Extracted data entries
= = = =

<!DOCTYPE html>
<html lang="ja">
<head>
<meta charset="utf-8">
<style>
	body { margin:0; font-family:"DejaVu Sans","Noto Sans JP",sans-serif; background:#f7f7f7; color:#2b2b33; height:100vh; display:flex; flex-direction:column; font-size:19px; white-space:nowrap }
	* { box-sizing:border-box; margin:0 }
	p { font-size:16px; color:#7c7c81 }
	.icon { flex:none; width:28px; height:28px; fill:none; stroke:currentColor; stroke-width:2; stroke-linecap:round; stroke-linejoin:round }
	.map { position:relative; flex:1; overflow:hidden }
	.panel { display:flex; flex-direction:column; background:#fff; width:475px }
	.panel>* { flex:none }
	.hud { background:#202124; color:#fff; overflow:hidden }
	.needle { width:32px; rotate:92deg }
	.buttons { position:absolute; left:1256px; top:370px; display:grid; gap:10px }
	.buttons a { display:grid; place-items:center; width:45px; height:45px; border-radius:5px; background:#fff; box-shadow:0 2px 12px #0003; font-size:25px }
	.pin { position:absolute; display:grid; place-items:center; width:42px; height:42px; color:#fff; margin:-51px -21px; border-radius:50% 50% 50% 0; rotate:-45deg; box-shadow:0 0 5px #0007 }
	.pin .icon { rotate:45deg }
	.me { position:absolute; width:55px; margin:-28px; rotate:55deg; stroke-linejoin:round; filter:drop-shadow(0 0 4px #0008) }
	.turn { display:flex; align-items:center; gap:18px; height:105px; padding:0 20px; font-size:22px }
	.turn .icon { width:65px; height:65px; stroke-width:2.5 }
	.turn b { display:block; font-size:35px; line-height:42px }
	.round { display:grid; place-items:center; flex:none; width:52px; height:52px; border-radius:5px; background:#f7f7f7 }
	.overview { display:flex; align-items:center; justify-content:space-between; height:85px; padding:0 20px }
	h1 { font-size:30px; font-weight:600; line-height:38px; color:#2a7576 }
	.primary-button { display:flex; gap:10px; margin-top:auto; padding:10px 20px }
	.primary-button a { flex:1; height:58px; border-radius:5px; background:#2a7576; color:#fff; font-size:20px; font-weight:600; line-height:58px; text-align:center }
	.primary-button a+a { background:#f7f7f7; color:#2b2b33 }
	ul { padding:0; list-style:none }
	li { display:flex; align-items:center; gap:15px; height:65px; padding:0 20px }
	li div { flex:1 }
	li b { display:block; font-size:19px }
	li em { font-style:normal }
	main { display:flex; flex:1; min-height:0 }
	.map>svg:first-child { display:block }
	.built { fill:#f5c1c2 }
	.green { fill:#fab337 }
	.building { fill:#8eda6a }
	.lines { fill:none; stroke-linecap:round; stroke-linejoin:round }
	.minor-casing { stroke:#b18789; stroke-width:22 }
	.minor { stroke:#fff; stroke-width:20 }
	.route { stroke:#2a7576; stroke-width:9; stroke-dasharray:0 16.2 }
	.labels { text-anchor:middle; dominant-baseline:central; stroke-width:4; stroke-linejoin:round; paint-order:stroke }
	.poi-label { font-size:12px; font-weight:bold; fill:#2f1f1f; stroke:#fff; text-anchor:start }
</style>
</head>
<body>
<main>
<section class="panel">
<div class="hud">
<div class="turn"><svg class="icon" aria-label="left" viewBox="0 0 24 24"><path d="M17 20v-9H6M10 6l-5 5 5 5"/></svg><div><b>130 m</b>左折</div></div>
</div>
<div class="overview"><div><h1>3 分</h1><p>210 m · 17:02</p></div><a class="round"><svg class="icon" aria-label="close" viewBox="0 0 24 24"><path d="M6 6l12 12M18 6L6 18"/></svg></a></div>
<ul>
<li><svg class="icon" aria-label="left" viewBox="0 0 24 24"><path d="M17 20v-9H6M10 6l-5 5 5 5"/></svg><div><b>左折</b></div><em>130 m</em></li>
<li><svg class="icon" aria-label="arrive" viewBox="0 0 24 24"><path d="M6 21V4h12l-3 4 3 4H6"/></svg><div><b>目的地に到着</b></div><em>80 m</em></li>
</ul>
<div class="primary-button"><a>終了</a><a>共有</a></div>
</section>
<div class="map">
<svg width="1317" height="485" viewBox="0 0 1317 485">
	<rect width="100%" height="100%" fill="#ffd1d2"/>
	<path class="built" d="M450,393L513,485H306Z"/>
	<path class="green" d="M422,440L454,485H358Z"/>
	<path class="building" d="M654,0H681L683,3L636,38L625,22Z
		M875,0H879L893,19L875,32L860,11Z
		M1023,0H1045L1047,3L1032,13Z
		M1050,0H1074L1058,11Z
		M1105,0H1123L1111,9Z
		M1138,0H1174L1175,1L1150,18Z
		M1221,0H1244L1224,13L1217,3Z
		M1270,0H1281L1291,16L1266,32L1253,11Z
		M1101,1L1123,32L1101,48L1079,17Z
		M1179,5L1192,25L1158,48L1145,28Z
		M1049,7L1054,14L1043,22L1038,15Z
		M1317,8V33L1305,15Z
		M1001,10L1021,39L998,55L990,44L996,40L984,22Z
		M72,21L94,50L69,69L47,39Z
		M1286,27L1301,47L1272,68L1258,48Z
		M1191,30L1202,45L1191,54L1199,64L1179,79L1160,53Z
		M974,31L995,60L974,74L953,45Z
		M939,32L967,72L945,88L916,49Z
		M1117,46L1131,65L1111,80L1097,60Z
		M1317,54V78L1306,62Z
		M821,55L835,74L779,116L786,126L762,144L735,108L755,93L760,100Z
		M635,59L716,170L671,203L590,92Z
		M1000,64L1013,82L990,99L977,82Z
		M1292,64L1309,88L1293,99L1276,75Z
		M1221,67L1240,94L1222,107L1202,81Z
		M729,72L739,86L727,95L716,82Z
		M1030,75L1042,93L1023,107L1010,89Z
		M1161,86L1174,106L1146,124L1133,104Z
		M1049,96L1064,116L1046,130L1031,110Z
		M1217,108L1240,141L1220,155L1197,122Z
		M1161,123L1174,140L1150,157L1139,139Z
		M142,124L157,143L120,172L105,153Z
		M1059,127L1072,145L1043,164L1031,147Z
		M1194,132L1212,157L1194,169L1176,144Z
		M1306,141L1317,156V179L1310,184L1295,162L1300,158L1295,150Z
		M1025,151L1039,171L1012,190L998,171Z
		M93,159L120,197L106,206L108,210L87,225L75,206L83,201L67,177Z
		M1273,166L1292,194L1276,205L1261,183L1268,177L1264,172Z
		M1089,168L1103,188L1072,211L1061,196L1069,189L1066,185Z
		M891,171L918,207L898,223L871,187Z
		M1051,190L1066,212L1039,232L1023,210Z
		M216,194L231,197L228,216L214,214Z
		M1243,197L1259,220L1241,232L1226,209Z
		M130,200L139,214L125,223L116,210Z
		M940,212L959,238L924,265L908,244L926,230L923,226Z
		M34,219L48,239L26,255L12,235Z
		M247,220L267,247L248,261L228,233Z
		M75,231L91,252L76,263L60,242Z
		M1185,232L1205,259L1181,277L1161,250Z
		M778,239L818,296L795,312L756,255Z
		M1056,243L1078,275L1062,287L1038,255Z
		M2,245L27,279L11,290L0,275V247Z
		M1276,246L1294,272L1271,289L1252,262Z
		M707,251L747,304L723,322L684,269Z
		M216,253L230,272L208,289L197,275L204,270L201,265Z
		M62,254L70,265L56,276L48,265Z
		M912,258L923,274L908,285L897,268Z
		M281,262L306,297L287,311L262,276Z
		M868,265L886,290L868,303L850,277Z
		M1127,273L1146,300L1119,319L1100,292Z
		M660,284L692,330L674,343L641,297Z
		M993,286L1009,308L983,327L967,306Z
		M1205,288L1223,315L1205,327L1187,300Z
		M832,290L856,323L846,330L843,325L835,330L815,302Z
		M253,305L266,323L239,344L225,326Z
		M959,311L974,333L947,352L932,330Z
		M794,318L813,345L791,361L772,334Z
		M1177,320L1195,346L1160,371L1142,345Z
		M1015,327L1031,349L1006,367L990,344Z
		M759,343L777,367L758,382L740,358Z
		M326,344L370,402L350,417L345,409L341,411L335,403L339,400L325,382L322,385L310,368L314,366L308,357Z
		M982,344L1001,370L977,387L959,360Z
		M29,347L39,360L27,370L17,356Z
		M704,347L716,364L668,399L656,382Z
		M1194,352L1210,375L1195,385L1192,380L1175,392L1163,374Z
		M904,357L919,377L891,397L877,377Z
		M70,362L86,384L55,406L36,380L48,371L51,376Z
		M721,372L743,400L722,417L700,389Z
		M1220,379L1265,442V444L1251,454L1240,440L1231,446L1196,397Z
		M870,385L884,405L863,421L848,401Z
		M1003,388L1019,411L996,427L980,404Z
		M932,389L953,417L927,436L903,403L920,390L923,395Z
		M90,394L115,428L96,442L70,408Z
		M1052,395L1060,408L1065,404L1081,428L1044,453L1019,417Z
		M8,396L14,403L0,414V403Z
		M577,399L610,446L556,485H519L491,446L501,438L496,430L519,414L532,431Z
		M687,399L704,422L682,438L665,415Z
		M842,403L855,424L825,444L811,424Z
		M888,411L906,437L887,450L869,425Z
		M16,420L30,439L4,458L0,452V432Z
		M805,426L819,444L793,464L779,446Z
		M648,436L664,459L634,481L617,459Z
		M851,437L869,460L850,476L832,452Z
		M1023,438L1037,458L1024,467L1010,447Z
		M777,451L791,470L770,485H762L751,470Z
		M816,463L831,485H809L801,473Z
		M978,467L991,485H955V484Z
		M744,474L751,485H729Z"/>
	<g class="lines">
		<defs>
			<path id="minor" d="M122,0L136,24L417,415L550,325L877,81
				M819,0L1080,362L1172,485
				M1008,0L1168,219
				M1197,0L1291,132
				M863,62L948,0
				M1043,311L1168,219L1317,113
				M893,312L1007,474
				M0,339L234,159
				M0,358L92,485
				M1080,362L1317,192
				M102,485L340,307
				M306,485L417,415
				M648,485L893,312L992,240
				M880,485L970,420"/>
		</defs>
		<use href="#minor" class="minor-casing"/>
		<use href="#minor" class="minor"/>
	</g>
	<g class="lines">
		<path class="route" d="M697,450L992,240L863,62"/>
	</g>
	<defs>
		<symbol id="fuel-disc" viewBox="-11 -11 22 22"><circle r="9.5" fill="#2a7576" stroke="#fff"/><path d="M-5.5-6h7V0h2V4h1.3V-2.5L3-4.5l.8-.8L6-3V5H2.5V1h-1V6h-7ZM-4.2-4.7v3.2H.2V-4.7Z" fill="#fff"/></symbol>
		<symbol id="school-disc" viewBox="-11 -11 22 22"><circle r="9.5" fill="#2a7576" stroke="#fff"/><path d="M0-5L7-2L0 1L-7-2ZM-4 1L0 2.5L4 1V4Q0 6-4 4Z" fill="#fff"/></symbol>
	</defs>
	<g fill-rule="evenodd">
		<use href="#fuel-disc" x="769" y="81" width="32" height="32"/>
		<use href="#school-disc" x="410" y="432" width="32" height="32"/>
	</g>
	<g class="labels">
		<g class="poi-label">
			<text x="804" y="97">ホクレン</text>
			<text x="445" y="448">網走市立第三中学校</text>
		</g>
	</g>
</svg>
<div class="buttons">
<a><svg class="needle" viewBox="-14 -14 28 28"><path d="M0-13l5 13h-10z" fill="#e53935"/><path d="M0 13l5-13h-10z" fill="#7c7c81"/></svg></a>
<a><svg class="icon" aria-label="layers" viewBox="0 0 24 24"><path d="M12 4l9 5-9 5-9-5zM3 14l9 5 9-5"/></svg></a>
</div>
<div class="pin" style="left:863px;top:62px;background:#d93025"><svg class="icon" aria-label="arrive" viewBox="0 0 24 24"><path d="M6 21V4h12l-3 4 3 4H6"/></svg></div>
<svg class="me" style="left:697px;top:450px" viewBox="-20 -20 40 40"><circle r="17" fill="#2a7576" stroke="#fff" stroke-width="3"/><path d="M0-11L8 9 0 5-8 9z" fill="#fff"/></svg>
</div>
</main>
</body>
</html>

= = = =

_What the task asks_
Up to and including the line that contains "background:#f7f7f7; color:#2b2b33; height:100vh;", restate word for word every line of the entries, starting from the first.

_Finished exercise_
<!DOCTYPE html>
<html lang="ja">
<head>
<meta charset="utf-8">
<style>
	body { margin:0; font-family:"DejaVu Sans","Noto Sans JP",sans-serif; background:#f7f7f7; color:#2b2b33; height:100vh; display:flex; flex-direction:column; font-size:19px; white-space:nowrap }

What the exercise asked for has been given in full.